Instructions to follow:
Restate the entries below exactly. Images are not part of the copy.

[Saved entries]
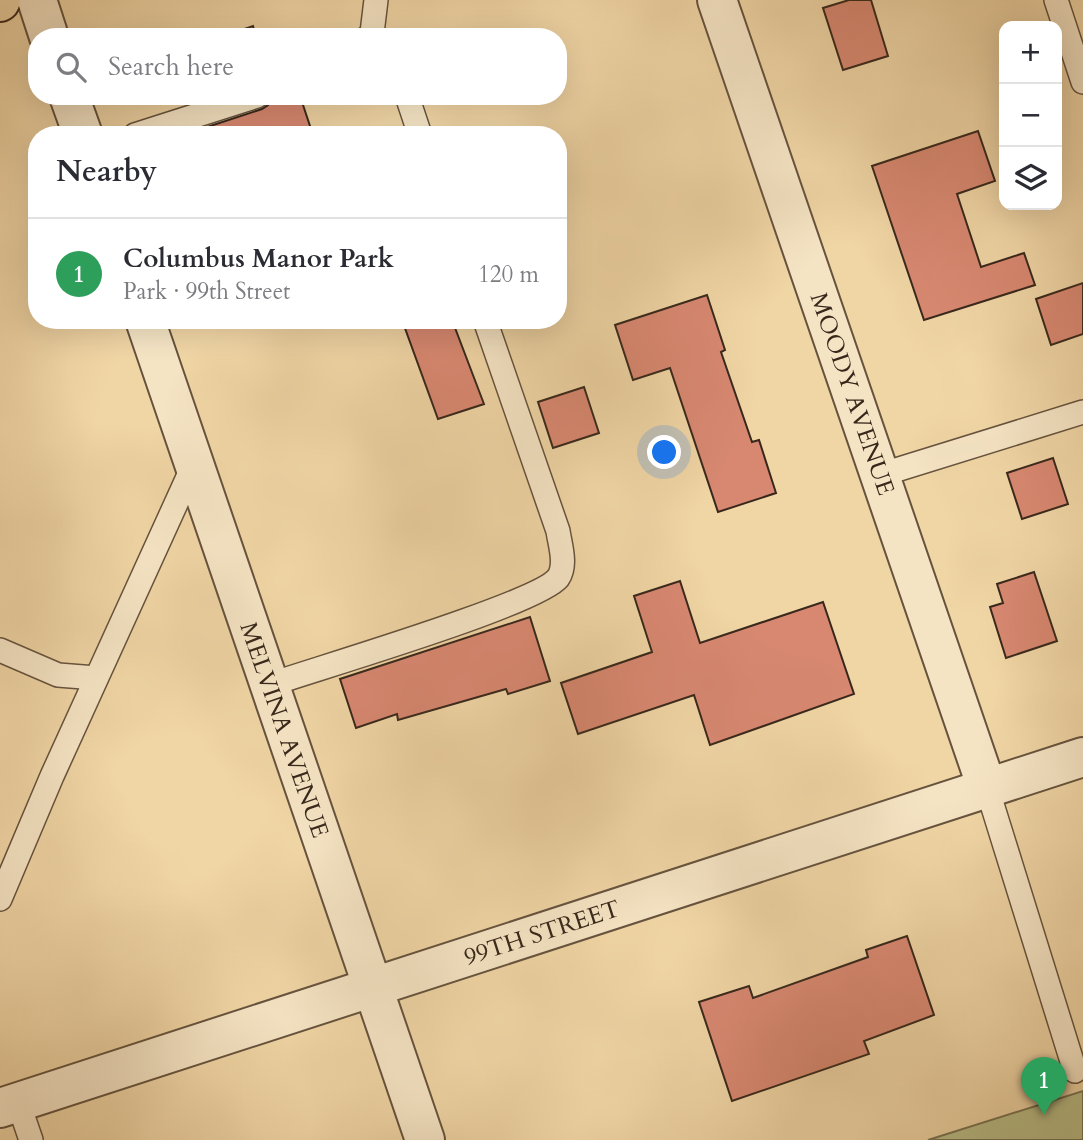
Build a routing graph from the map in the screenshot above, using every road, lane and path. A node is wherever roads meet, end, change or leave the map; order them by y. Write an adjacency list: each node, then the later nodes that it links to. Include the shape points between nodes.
1 (37, 0): 5 (street)
2 (376, 0): 6 (lane)
3 (717, 0): 18 (street, MOODY AVENUE)
4 (1056, 0): 7 (lane)
5 (46, 28)
6 (373, 28)
7 (1083, 82)
8 (72, 105): 11 (street)
9 (229, 105): 12 (lane)
10 (410, 105): 13 (lane)
11 (80, 126)
12 (163, 126)
13 (417, 126)
14 (148, 329): 17 (street, MELVINA AVENUE)
15 (488, 329): 21 (lane, via 558,531 563,568 557,579 518,601)
16 (1083, 412): 18 (lane)
17 (194, 464): 20 (lane); 21 (street, MELVINA AVENUE)
18 (880, 475): 23 (street, MOODY AVENUE)
19 (0, 650): 20 (lane, via 58,675)
20 (96, 678): 24 (lane)
21 (269, 685): 25 (street, MELVINA AVENUE)
22 (1083, 757): 23 (street, 99TH STREET)
23 (987, 788): 25 (street, 99TH STREET); 26 (lane)
24 (0, 897)
25 (372, 988): 27 (street, 99TH STREET); 29 (street, MELVINA AVENUE)
26 (1075, 1071)
27 (9, 1105): 28 (lane)
28 (31, 1140)
29 (425, 1140)

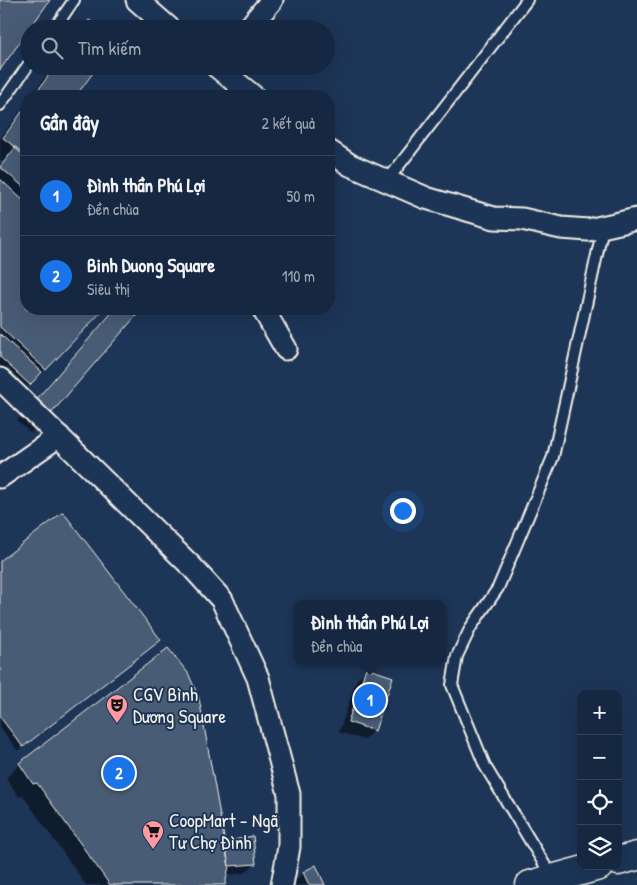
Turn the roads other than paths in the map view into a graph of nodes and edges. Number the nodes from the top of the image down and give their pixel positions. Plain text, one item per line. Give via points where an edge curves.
1 (74, 0) edge
2 (136, 0) edge
3 (272, 0) edge
4 (527, 0) edge
5 (60, 20) edge
6 (159, 20) edge
7 (255, 20) edge
8 (21, 75) edge
9 (227, 75) edge
10 (246, 90) edge
11 (0, 105) edge
12 (335, 155) edge
13 (387, 181) junction
14 (637, 218) edge
15 (603, 227) junction
16 (266, 315) edge
17 (286, 349) dead end
18 (0, 379) edge
19 (59, 436) junction
20 (0, 477) edge
21 (637, 856) edge
22 (622, 860) edge
23 (585, 870) edge
24 (542, 882) edge
25 (282, 885) edge

1 - 5 lane
2 - 6 street
3 - 7 street
4 - 13 lane
8 - 11 lane
9 - 10 street
12 - 13 street
13 - 15 street via 426,198 494,218 561,228 588,230
14 - 15 street
15 - 24 lane via 553,457 498,588 471,627 457,656 452,685 485,766
16 - 17 street
18 - 19 street
19 - 20 street
19 - 25 street via 222,600 258,678 290,794 289,847
21 - 22 main road
23 - 24 main road

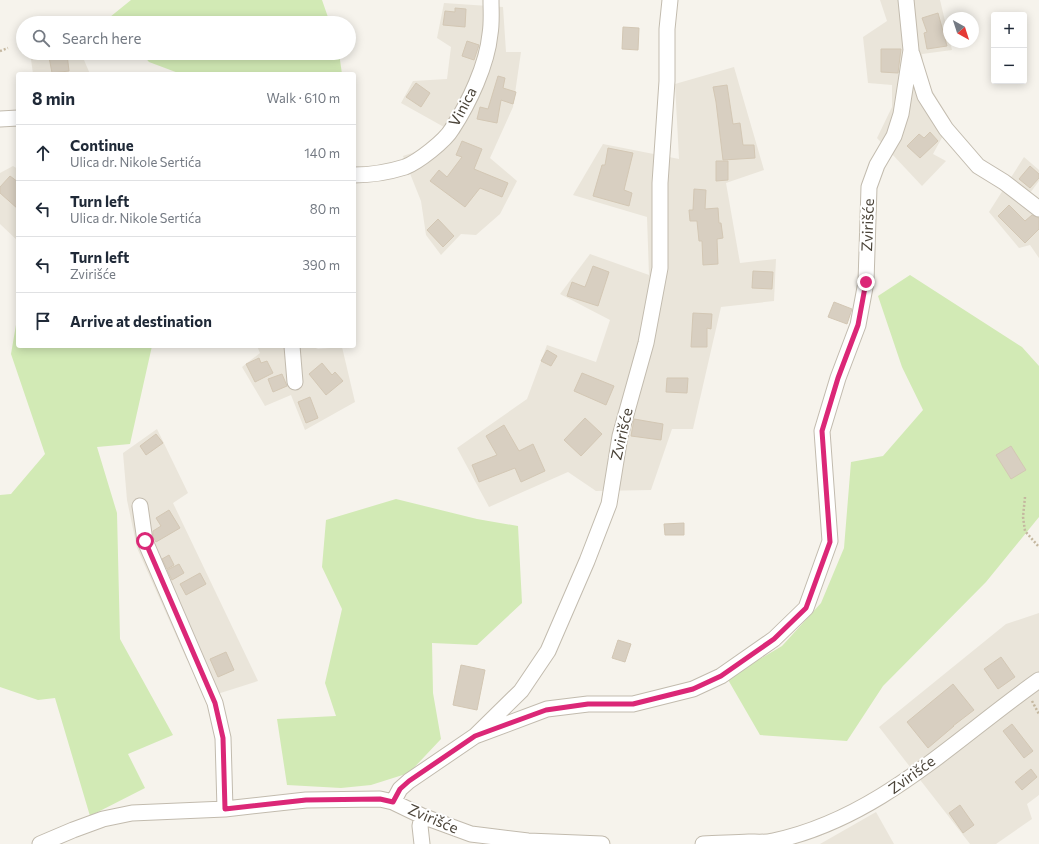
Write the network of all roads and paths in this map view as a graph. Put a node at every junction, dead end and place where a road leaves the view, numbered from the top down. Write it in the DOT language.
graph roads {
  1 [pos="491,0"];
  2 [pos="670,0"];
  3 [pos="906,0"];
  4 [pos="8,48"];
  5 [pos="911,50"];
  6 [pos="0,51"];
  7 [pos="16,118"];
  8 [pos="0,119"];
  9 [pos="356,175"];
  10 [pos="1039,209"];
  11 [pos="292,348"];
  12 [pos="295,382"];
  13 [pos="1024,497"];
  14 [pos="140,506"];
  15 [pos="1039,547"];
  16 [pos="1039,680"];
  17 [pos="475,736"];
  18 [pos="393,802"];
  19 [pos="225,809"];
  20 [pos="422,816"];
  21 [pos="772,843"];
  22 [pos="40,844"];
  23 [pos="422,844"];
  24 [pos="602,844"];
  25 [pos="703,844"];
  1 -- 9 [label="street, Vinica"];
  2 -- 17 [label="street, Zvirišće"];
  3 -- 5 [label="street, Zvirišće"];
  4 -- 6 [label="path"];
  5 -- 10 [label="street, Zvirišće"];
  5 -- 17 [label="street, Zvirišće"];
  7 -- 8 [label="street"];
  11 -- 12 [label="street"];
  13 -- 15 [label="path"];
  14 -- 19 [label="street"];
  16 -- 21 [label="street, Zvirišće"];
  17 -- 18 [label="street, Zvirišće"];
  18 -- 19 [label="street"];
  18 -- 20 [label="street, Zvirišće"];
  19 -- 22 [label="street"];
  20 -- 23 [label="street"];
  20 -- 24 [label="street, Zvirišće"];
  21 -- 25 [label="street, Zvirišće"];
}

Your solution:
Build a routing graph from the map in the screenshot above, using every road, lane and path. A node is wherever roads meet, end, change or leave the map; order them by y. Write an adjacency list: each node, then the later nodes that it links to. Include the shape points between nodes.
1 (37, 0): 5 (street)
2 (376, 0): 6 (lane)
3 (717, 0): 18 (street, MOODY AVENUE)
4 (1056, 0): 7 (lane)
5 (46, 28)
6 (373, 28)
7 (1083, 82)
8 (72, 105): 11 (street)
9 (229, 105): 12 (lane)
10 (410, 105): 13 (lane)
11 (80, 126)
12 (163, 126)
13 (417, 126)
14 (148, 329): 17 (street, MELVINA AVENUE)
15 (488, 329): 21 (lane, via 558,531 563,568 557,579 518,601)
16 (1083, 412): 18 (lane)
17 (194, 464): 20 (lane); 21 (street, MELVINA AVENUE)
18 (880, 475): 23 (street, MOODY AVENUE)
19 (0, 650): 20 (lane, via 58,675)
20 (96, 678): 24 (lane)
21 (269, 685): 25 (street, MELVINA AVENUE)
22 (1083, 757): 23 (street, 99TH STREET)
23 (987, 788): 25 (street, 99TH STREET); 26 (lane)
24 (0, 897)
25 (372, 988): 27 (street, 99TH STREET); 29 (street, MELVINA AVENUE)
26 (1075, 1071)
27 (9, 1105): 28 (lane)
28 (31, 1140)
29 (425, 1140)

Turn the roads other than paths in the map view into a graph of nodes and edges. Number the nodes from the top of the image down and give their pixel positions. Plain text, one item per line. Give via points where an edge curves.
1 (74, 0) edge
2 (136, 0) edge
3 (272, 0) edge
4 (527, 0) edge
5 (60, 20) edge
6 (159, 20) edge
7 (255, 20) edge
8 (21, 75) edge
9 (227, 75) edge
10 (246, 90) edge
11 (0, 105) edge
12 (335, 155) edge
13 (387, 181) junction
14 (637, 218) edge
15 (603, 227) junction
16 (266, 315) edge
17 (286, 349) dead end
18 (0, 379) edge
19 (59, 436) junction
20 (0, 477) edge
21 (637, 856) edge
22 (622, 860) edge
23 (585, 870) edge
24 (542, 882) edge
25 (282, 885) edge

1 - 5 lane
2 - 6 street
3 - 7 street
4 - 13 lane
8 - 11 lane
9 - 10 street
12 - 13 street
13 - 15 street via 426,198 494,218 561,228 588,230
14 - 15 street
15 - 24 lane via 553,457 498,588 471,627 457,656 452,685 485,766
16 - 17 street
18 - 19 street
19 - 20 street
19 - 25 street via 222,600 258,678 290,794 289,847
21 - 22 main road
23 - 24 main road

Write the network of all roads and paths in this map view as a graph. Put a node at every junction, dead end and place where a road leaves the view, numbered from the top down. Write it in the DOT language.
graph roads {
  1 [pos="491,0"];
  2 [pos="670,0"];
  3 [pos="906,0"];
  4 [pos="8,48"];
  5 [pos="911,50"];
  6 [pos="0,51"];
  7 [pos="16,118"];
  8 [pos="0,119"];
  9 [pos="356,175"];
  10 [pos="1039,209"];
  11 [pos="292,348"];
  12 [pos="295,382"];
  13 [pos="1024,497"];
  14 [pos="140,506"];
  15 [pos="1039,547"];
  16 [pos="1039,680"];
  17 [pos="475,736"];
  18 [pos="393,802"];
  19 [pos="225,809"];
  20 [pos="422,816"];
  21 [pos="772,843"];
  22 [pos="40,844"];
  23 [pos="422,844"];
  24 [pos="602,844"];
  25 [pos="703,844"];
  1 -- 9 [label="street, Vinica"];
  2 -- 17 [label="street, Zvirišće"];
  3 -- 5 [label="street, Zvirišće"];
  4 -- 6 [label="path"];
  5 -- 10 [label="street, Zvirišće"];
  5 -- 17 [label="street, Zvirišće"];
  7 -- 8 [label="street"];
  11 -- 12 [label="street"];
  13 -- 15 [label="path"];
  14 -- 19 [label="street"];
  16 -- 21 [label="street, Zvirišće"];
  17 -- 18 [label="street, Zvirišće"];
  18 -- 19 [label="street"];
  18 -- 20 [label="street, Zvirišće"];
  19 -- 22 [label="street"];
  20 -- 23 [label="street"];
  20 -- 24 [label="street, Zvirišće"];
  21 -- 25 [label="street, Zvirišće"];
}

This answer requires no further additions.